Wednesday, November 11, 2009

DA looking into traffic fatality prosecutions

The Harris County District Attorney's Office is in the middle of reviewing over 100 traffic fatality cases to determine if proper protocols were followed in bringing criminal charges against drivers deemed at fault.

The vehicular crimes section was started up under disgraced former District Attorney Chuck Rosenthal and was seen as former prosecutor Warren Diepraam's baby. Mr. Diepraam is now working for the Montgomery County District Attorney's Office

According to a statement released by the DA's office, prosecutors in the vehicular crimes section "deviated" from office policy in filing criminal charges in the cases that are under review.
"The Vehicular Crime Section had deviated from the long-standing practice of this office concerning what was necessary to raise a civil negligent traffic accident case to that of criminal negligence." -- Harris County DA's Office statement
In response to claims from law enforcement personnel that this case review would make Houston's roads more dangerous for motorists, the DA's office said, in a written statement, that streets would not be made less safe if the office followed the law when deciding when to bring criminal charges against a motorist.

The sad reality of living in a major metropolitan area is that with more cars on the roads, accidents are more likely to happen -- including fatality accidents. In Houston we like to drive fast, and that leads to accidents. But that's what they are, for the most part -- accidents. There is a difference between civil negligence and criminal negligence when it comes to accidents.

It's one thing to cause an accident because you're driving too fast, it's quite another to cause an accident because you're under the influence of drugs or alcohol or because you're involved in a high-speed race on the freeway.

3 comments:

Kim said...

If you cause a wreck due to alcohol, drugs, or a high speed chase, why is that any different from causing a wreck from driving too fast? There are laws in place for all of the above. Why is one any worse than the other? They all have the same outcome. Please explain to me why someone who is not under the influence of anything, but crosses over the yellow line and kills someone is not held criminally liable. They were doing something wrong or else they wouldn't have been across the yellow line.

Houston DWI Attorney Paul B. Kennedy, said...

Thank you for your comment. There is a difference between being civilly liable for an accident and being criminally liable for an accident. Most accidents are caused by a driver's negligence (driving too fast, not keeping a proper lookout, following too closely, etc.) -- that's a far cry from criminal negligence.

To be criminally negligent, one's behavior must be so far outside the realm of reasonable behavior that he had to know he could cause injury or death to another.

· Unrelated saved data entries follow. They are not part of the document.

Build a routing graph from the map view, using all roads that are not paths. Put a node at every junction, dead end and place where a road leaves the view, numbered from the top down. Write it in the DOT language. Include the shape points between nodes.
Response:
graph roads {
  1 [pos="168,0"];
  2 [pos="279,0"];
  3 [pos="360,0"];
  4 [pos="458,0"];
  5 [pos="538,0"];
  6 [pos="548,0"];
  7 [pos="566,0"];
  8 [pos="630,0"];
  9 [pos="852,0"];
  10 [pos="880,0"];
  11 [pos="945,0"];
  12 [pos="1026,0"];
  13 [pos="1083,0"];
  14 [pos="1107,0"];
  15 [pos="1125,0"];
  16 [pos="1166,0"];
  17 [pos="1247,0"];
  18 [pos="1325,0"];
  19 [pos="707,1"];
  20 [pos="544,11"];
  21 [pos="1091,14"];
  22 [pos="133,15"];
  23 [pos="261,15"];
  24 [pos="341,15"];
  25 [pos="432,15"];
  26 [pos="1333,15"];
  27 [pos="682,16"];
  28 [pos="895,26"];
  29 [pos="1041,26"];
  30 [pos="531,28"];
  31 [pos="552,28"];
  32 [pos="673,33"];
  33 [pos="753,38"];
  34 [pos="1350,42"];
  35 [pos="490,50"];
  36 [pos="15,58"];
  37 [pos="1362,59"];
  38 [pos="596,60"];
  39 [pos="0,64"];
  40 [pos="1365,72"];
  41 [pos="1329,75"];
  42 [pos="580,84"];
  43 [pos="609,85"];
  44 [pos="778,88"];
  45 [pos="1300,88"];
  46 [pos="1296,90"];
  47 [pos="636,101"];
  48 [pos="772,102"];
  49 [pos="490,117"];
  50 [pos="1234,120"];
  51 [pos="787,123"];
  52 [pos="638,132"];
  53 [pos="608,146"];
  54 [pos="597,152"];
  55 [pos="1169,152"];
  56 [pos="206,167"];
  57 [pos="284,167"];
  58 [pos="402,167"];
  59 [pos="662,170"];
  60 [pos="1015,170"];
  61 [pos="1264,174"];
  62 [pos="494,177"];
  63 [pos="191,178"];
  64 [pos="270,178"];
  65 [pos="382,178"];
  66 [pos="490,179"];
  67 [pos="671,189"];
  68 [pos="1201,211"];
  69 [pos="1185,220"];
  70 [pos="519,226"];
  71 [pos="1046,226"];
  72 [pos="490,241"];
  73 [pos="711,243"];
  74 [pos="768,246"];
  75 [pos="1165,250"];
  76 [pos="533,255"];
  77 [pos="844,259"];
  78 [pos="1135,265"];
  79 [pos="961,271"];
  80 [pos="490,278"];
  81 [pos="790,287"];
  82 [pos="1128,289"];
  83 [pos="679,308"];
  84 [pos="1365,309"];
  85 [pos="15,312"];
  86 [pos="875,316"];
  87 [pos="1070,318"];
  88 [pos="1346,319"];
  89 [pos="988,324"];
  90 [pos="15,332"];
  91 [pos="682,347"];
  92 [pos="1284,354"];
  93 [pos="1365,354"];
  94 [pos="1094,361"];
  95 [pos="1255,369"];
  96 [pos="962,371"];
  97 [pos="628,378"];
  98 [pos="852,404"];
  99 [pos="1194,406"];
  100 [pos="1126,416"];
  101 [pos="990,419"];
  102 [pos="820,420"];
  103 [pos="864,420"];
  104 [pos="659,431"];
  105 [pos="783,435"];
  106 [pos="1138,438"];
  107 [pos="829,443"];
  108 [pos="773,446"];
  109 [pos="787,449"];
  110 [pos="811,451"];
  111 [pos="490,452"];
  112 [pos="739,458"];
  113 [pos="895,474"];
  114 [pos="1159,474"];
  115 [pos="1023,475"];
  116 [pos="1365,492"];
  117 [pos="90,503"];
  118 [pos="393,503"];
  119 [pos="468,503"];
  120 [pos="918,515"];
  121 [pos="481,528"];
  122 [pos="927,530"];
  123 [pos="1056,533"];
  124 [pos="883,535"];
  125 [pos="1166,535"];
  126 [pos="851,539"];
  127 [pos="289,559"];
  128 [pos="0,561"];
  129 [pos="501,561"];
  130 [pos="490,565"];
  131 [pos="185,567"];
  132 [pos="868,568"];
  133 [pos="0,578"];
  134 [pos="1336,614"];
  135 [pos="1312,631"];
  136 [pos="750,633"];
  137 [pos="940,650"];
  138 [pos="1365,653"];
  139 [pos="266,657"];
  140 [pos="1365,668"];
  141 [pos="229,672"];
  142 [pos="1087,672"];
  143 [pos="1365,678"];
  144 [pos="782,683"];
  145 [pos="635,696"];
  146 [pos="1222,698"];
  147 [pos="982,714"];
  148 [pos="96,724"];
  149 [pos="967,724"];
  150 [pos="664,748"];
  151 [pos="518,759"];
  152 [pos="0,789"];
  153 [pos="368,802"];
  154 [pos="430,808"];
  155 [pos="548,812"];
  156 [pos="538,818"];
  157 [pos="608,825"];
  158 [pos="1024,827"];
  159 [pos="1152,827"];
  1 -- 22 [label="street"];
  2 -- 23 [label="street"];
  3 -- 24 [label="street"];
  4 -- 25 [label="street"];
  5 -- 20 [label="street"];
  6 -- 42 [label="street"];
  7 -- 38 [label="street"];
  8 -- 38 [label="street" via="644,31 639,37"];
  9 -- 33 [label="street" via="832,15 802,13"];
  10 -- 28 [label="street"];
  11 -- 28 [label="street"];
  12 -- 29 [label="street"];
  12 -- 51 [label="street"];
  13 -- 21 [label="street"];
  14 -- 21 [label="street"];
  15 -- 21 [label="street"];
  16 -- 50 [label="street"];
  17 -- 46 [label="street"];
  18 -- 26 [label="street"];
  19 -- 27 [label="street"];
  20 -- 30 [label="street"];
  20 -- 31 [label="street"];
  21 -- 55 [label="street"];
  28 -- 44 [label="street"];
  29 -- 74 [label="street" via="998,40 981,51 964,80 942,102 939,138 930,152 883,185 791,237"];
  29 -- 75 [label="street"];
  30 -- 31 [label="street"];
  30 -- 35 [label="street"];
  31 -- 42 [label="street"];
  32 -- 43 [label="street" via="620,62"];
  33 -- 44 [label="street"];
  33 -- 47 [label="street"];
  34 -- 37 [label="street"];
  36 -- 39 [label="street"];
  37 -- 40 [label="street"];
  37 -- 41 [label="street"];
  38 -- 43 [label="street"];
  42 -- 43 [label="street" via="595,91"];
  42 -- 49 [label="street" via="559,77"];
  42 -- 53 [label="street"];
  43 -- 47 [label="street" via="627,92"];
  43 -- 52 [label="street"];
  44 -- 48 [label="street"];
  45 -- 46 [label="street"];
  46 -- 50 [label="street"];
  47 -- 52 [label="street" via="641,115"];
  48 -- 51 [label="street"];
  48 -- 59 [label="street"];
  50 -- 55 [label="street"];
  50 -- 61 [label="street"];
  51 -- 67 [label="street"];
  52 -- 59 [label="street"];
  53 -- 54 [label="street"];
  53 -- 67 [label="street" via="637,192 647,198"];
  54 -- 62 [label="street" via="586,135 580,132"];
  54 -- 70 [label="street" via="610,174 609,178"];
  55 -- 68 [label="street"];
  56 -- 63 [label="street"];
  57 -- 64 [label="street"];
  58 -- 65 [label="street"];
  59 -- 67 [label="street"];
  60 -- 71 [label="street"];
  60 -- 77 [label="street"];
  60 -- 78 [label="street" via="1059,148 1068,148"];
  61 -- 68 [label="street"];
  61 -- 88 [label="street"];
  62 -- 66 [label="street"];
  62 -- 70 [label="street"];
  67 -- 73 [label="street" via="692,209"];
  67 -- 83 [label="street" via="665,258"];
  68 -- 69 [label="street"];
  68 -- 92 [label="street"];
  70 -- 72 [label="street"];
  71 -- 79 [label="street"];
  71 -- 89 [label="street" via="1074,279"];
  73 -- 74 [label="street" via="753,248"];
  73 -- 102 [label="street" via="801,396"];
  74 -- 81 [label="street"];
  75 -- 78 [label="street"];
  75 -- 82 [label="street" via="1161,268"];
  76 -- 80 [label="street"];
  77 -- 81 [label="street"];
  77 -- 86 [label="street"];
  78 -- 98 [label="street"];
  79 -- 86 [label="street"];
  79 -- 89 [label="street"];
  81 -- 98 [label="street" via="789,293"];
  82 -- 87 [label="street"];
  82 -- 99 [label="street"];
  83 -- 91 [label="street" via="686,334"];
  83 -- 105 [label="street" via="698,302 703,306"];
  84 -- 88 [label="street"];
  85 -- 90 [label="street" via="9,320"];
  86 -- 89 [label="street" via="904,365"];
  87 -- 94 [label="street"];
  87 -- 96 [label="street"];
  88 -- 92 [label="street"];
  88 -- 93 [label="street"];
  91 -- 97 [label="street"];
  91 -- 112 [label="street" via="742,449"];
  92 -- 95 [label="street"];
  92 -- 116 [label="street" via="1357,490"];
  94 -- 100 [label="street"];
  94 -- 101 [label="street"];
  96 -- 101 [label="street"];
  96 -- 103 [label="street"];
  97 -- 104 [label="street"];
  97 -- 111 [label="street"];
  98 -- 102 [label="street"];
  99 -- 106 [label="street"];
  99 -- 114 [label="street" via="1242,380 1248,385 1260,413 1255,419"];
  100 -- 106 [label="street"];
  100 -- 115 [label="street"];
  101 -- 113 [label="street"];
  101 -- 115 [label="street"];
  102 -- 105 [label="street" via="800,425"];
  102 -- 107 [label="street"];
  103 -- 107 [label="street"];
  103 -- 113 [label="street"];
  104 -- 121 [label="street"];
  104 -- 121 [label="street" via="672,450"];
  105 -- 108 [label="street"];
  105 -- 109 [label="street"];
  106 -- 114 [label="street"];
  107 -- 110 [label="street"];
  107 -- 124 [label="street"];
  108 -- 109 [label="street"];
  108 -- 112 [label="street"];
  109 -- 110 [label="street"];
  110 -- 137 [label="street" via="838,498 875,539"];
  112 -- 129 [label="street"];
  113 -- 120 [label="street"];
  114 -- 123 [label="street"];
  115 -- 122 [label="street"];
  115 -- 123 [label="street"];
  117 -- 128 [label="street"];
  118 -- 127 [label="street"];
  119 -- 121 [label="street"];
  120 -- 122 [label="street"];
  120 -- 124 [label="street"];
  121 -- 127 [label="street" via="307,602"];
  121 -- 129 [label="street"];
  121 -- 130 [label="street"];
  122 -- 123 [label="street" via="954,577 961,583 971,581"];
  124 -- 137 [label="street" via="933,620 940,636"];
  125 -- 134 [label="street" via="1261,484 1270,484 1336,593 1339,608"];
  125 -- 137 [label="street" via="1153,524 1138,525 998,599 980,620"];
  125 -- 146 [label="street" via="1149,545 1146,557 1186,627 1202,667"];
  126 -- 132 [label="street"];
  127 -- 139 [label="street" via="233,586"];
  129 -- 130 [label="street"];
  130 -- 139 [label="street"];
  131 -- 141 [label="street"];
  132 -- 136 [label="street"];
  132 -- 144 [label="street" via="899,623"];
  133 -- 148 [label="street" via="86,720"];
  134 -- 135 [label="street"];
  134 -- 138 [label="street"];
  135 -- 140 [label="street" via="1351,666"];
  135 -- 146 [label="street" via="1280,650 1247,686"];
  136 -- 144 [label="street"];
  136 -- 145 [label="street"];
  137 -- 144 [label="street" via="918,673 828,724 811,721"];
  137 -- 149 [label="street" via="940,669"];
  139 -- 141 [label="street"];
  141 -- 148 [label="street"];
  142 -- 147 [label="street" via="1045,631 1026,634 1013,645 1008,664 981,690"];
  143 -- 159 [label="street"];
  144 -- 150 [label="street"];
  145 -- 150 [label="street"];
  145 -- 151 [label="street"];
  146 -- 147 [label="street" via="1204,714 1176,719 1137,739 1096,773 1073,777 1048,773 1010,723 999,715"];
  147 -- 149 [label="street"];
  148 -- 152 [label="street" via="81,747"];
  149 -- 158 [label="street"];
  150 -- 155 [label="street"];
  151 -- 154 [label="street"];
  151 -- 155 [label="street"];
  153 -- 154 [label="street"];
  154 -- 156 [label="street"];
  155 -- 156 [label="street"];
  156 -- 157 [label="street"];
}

Now if someone is driving 100+ mph on the freeway with moderate to heavy traffic and is bumping people out of the way -- that crosses the line. But to subject a driver to felony charges just because he was speeding and caused an accident is absurd.

Kim said...

Thank you for your reply. Do people think that when you drink and drive that you intend on killing people? When you speed do you intend on killing people? I am going to run this stop sign and kill someone? No. What’s absurd is not having the same laws for the same crime. Killing is killing, no matter how you do it. When you drink and drive you know you are taking a risk of hurting someone, when you speed, you know you are taking a chance on hurting someone. When you are drinking you are not thinking right, (which is still no excuse) however, when you are sober and speeding, you know exactly what you are doing. Driving is a huge responsibility. Laws need to change to make people more responsible for there actions.